Although it's still in the pre-1.0 version stage, Dovecot is more stable than some other popular servers. I've been using Dovecot on production systems for more than eight months without having a single crash or losing any email. The project licenses most parts under the GNU Lesser General Public License (LGPL) 2.1.
Dovecot offers binary packages for most Linux distributions and the BSDs; check the prebuilt binaries list. If there isn't one for your favorite OS you can compile the program easily from source with this simple code:
./configure make su -c 'make install'
You can find more information about the installation procedure in the INSTALL file included in the source distribution.
You can link Dovecot with OpenSSL for complete Transport Layer Security (TLS) and Secure Sockets Layer (SSL) support, which IMAPS and POP3S services require.
Authenticating usernames and passwords
Dovecot supports many ways of storing username and password information for both system and virtual users. Besides regular Unix system accounts stored in /etc/passwd, you can store user information in a SQL database or with Lightweight Directory Access Protocol (LDAP) either directly or via pluggable authentication modules (PAM) and vpopmail. Newer versions (currently in beta phase) also support multiple authentication databases, allowing you to have both system and virtual users at the same time.

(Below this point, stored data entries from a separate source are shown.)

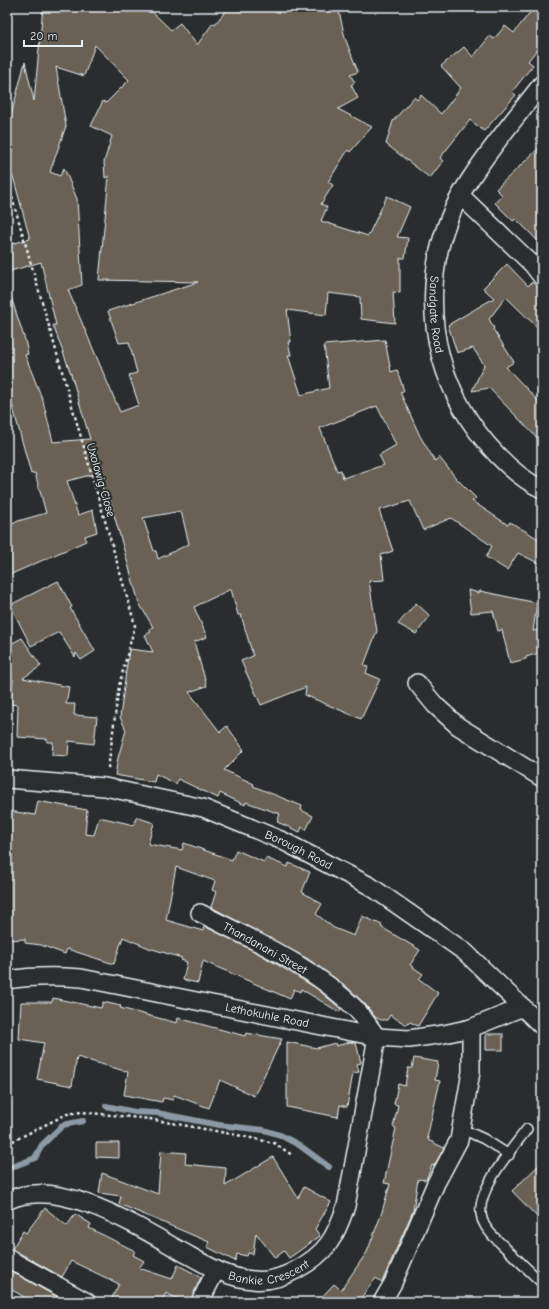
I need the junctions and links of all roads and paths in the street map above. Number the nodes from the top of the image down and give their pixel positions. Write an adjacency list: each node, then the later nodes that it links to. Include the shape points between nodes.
1 (542, 86): 3 (street, Sandgate Road, via 468,181)
2 (7, 180): 9 (path, Uxolowig Close, via 135,626 120,686)
3 (461, 196): 4 (street); 5 (street, Sandgate Road, via 446,226 434,279 433,310 446,376 474,429 512,467)
4 (542, 276)
5 (542, 489)
6 (417, 683): 7 (street, via 435,705 458,726)
7 (542, 778)
8 (7, 779): 9 (street, Borough Road)
9 (105, 787): 12 (street, Borough Road, via 203,808 283,841 370,886 465,952)
10 (200, 914): 15 (street, Thandanani Street, via 298,963 358,1012)
11 (7, 980): 15 (street, Lethokuhle Road, via 55,976 81,978)
12 (523, 1007): 13 (street, Borough Road); 14 (street, Lethokuhle Road)
13 (540, 1019)
14 (471, 1028): 15 (street, Lethokuhle Road, via 410,1039); 17 (street, via 471,1072)
15 (377, 1037): 23 (street, Bankie Crescent, via 346,1206 337,1232 326,1248 311,1262 287,1275 271,1279 253,1280)
16 (527, 1128): 20 (lane)
17 (462, 1129): 20 (lane, via 484,1139); 27 (street, via 393,1283)
18 (7, 1144): 19 (path, via 67,1114 81,1112 150,1119 274,1142)
19 (292, 1155)
20 (508, 1155): 24 (lane, via 484,1194 480,1213 482,1221 493,1236)
21 (7, 1201): 23 (street, Bankie Crescent, via 31,1194 50,1193 66,1196 149,1233)
22 (7, 1258): 25 (street)
23 (216, 1270): 26 (street)
24 (542, 1283)
25 (87, 1302)
26 (200, 1302)
27 (382, 1302)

You can complete authentication in one of two ways. In the first, the PLAIN mechanism, which all available clients support, mail clients send the password to the server totally unencrypted. In the second, Dovecot uses either CRAM-MD5 or DIGEST-MD5 to offer encryption with the MD5 algorithm. Not all clients support these authentication mechanisms, which offer some form of password protection but require you to store the password in a special form or in plain-text files. If you must use PLAIN authentication, you should provide only SSL-encrypted IMAPS or POP3S service to prevent malicious users from eavesdropping on your passwords.

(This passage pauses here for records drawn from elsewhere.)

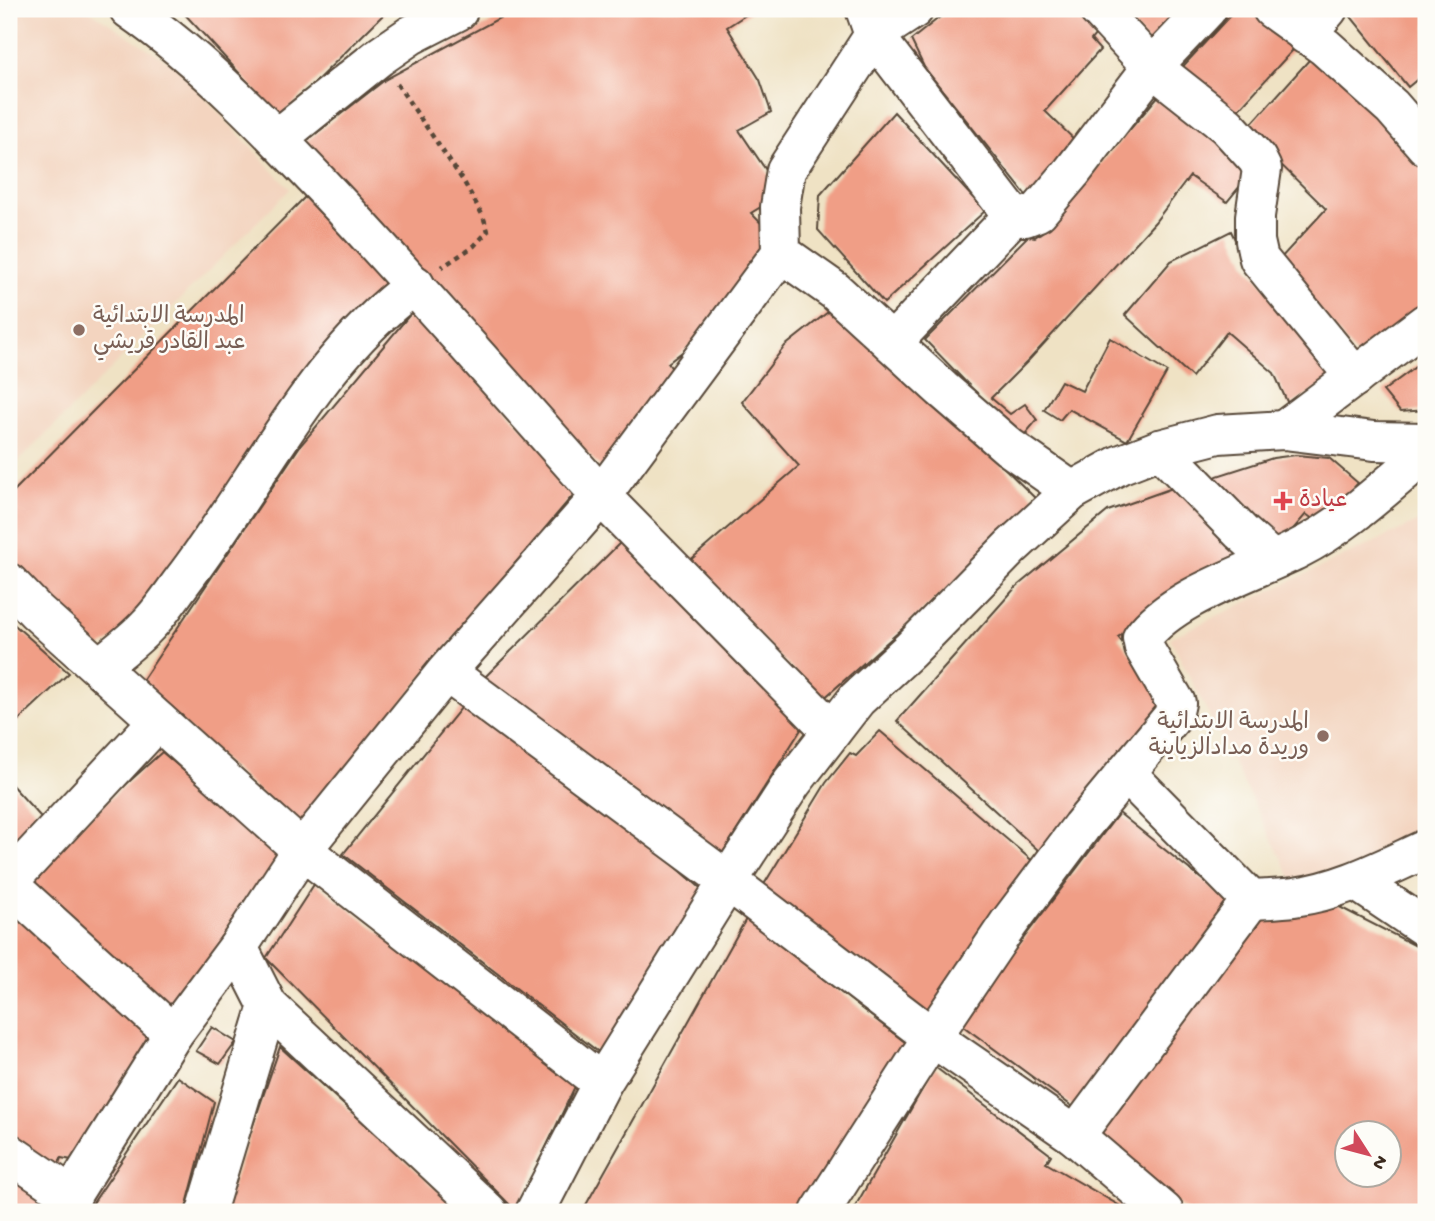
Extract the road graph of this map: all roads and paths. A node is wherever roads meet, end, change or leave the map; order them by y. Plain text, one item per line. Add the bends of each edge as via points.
1 (914, 9) edge
2 (1098, 9) edge
3 (1207, 9) edge
4 (1272, 9) edge
5 (458, 10) edge
6 (137, 11) edge
7 (869, 22) edge
8 (1317, 22) edge
9 (379, 57) junction
10 (1152, 67) junction
11 (278, 138) junction
12 (1426, 146) edge
13 (1013, 216) junction
14 (780, 253) junction
15 (415, 285) junction
16 (1426, 323) edge
17 (892, 343) junction
18 (1355, 377) junction
19 (1284, 429) junction
20 (1426, 442) edge
21 (1160, 449) junction
22 (1426, 453) edge
23 (1072, 491) junction
24 (601, 496) junction
25 (1272, 560) junction
26 (9, 583) edge
27 (99, 667) junction
28 (446, 672) junction
29 (158, 721) junction
30 (832, 731) junction
31 (1126, 773) junction
32 (1426, 849) edge
33 (302, 850) junction
34 (728, 881) junction
35 (1356, 881) junction
36 (9, 883) edge
37 (1251, 900) junction
38 (1426, 928) edge
39 (238, 947) junction
40 (268, 1006) junction
41 (173, 1034) junction
42 (932, 1037) junction
43 (602, 1083) junction
44 (1075, 1136) junction
45 (9, 1153) edge
46 (67, 1204) edge
47 (206, 1212) edge
48 (488, 1212) edge
49 (535, 1212) edge
50 (820, 1212) edge
51 (1164, 1212) edge

1 - 7 street
2 - 10 street
3 - 10 street
4 - 8 street
5 - 9 street
6 - 11 street
7 - 13 street
7 - 14 street via 786,170
8 - 12 street via 1325,47 1392,107
9 - 11 street
9 - 15 path via 464,182 488,231 474,246
10 - 13 street via 1038,212
10 - 18 street via 1227,126 1257,159 1262,169 1255,216 1259,259
11 - 15 street
13 - 17 street
14 - 17 street via 835,291
14 - 24 street
15 - 24 street
15 - 27 street via 354,339 304,402 166,603 147,626
16 - 18 street
17 - 23 street via 1009,447
18 - 19 street
19 - 20 street via 1374,441
19 - 21 street via 1218,434
21 - 23 street
21 - 25 street
22 - 25 street via 1342,523
23 - 30 street via 857,699
24 - 28 street
24 - 30 street
25 - 31 street via 1170,610 1142,638 1176,703 1168,723
26 - 27 street
27 - 29 street
28 - 33 street
28 - 34 street
29 - 33 street
29 - 36 street
30 - 34 street
31 - 37 street
31 - 42 street via 1009,923
32 - 35 street
33 - 39 street
33 - 43 street
34 - 42 street
34 - 43 street
35 - 37 street via 1303,896
35 - 38 street
36 - 41 street
37 - 44 street
39 - 40 street
39 - 41 street
40 - 47 street
40 - 48 street
41 - 46 street
42 - 44 street
42 - 50 street
43 - 49 street
44 - 51 street
45 - 46 street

Dovecot supports both the traditional Unix mbox format and the newer Maildir, allowing easy transition from other servers. The documentation provides detailed instructions on how to migrate from other servers. Dovecot doesn't depend on a specific Simple Mail Transfer Protocol (SMTP) server; you can use it with Postfix, Sendmail, qmail, and Exim.

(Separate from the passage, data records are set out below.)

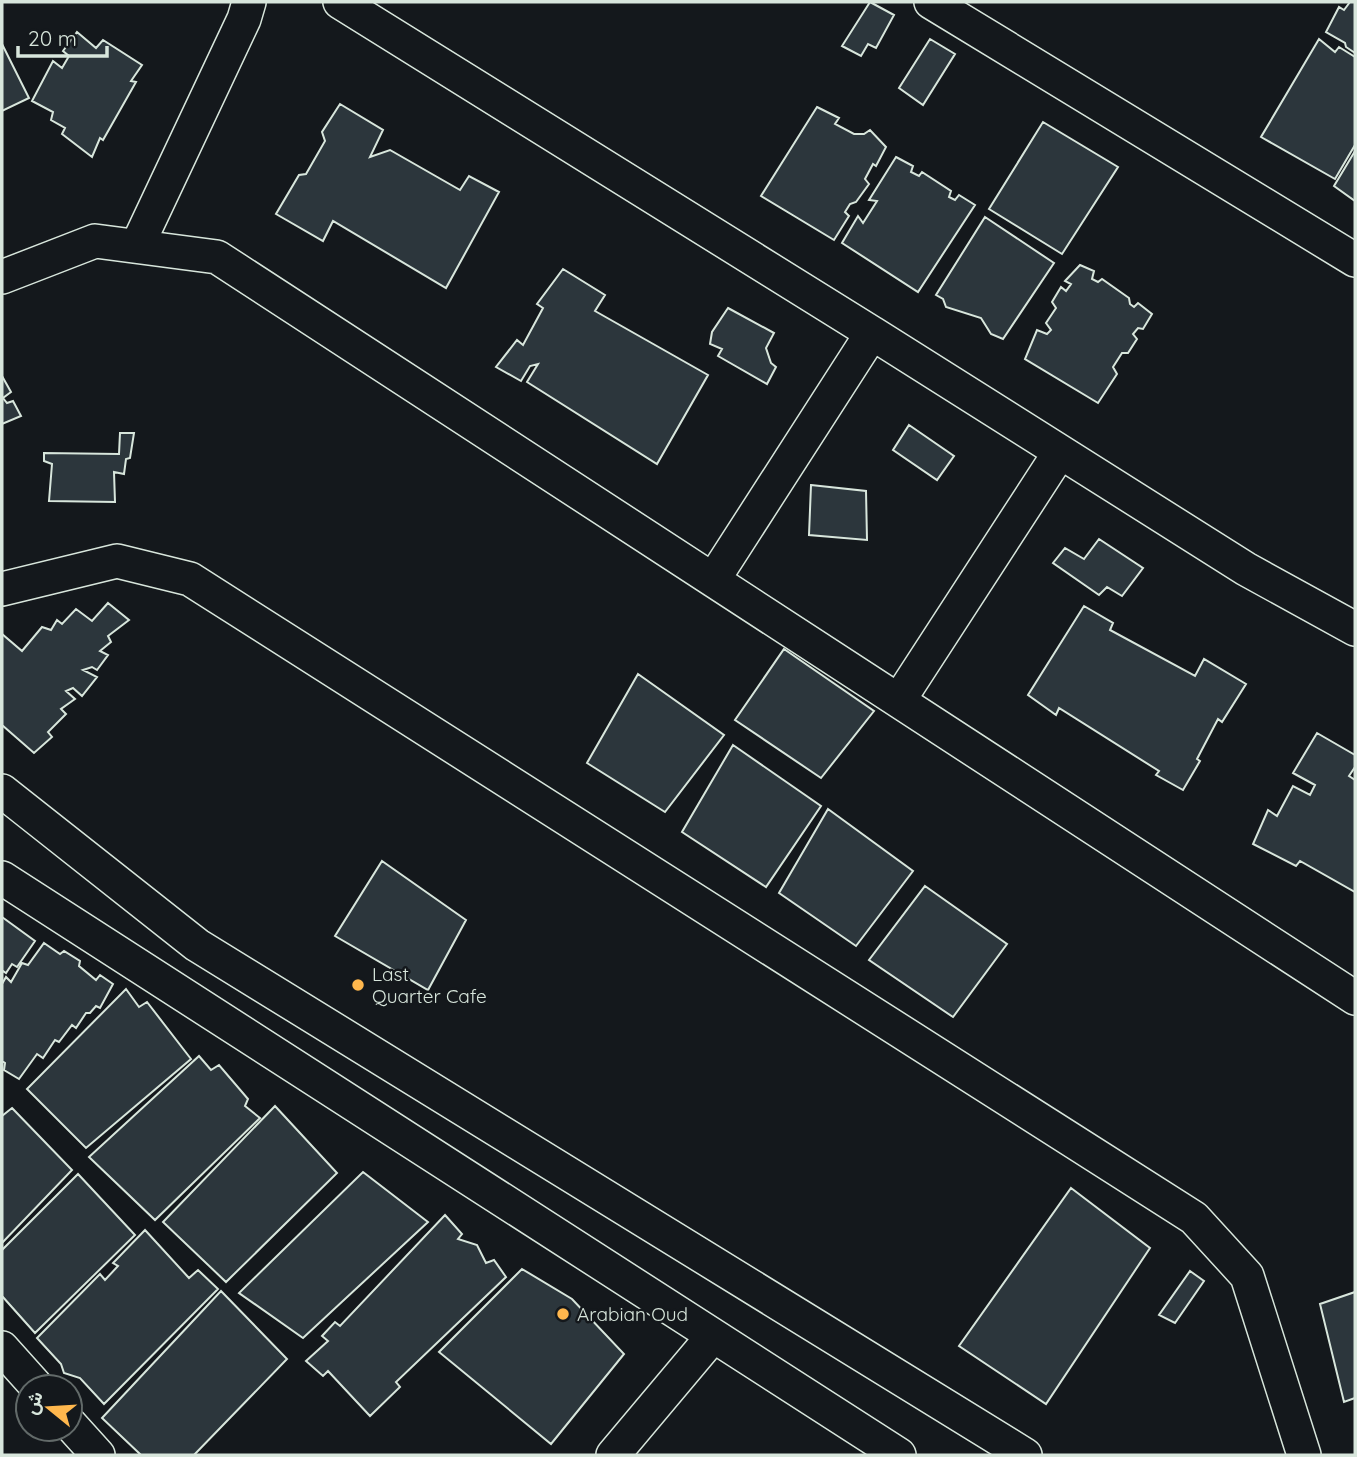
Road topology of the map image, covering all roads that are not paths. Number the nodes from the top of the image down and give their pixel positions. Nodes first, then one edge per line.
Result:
1 (249, 2) edge
2 (340, 2) edge
3 (931, 2) edge
4 (137, 246) junction
5 (1355, 260) edge
6 (2, 277) edge
7 (872, 333) junction
8 (1060, 452) junction
9 (713, 580) junction
10 (2, 589) edge
11 (1355, 629) edge
12 (899, 701) junction
13 (2, 791) edge
14 (2, 878) edge
15 (1355, 998) edge
16 (713, 1336) junction
17 (2, 1348) edge
18 (24, 1373) edge
19 (84, 1440) edge
20 (98, 1455) edge
21 (613, 1455) edge
22 (899, 1455) edge
23 (1026, 1455) edge
24 (1304, 1455) edge

1 - 4 street
2 - 7 street
3 - 5 street
4 - 6 street
4 - 9 street
7 - 8 street
7 - 9 street
8 - 11 street
8 - 12 street
9 - 12 street
10 - 24 street
12 - 15 street
13 - 23 street
14 - 16 street
16 - 21 street
16 - 22 street
17 - 18 street
19 - 20 street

Configuration is fairly easy; you need to worry only about setting the authentication mechanism and the mail storage to the format of your choice. The default configuration file, /etc/dovecot.conf, includes detailed explanations in comments. You can also find documentation about setting up the program on the wiki. Join the mailing list and ask for help if you have any problems; the community is quite active.
Dovecot uses multiple file-locking mechanisms, including dotlock, fcntl, and flock, so it's safe to use with mailboxes it shares via NFS. It also supports IMAP and POP3 session proxying. These two features offer flexibility in large-scale installations with many clustered servers and lots of concurrently connected users.
I've been using Dovecot on several production systems running Linux and OpenBSD for some time now. It's easy to configure and requires virtually no maintenance. The project is being developed actively, and more exciting features are in the works; in fact, some are available already in 1.0 test releases. If you're about to set up a new mail server or you're not satisfied with your current configuration, check out Dovecot.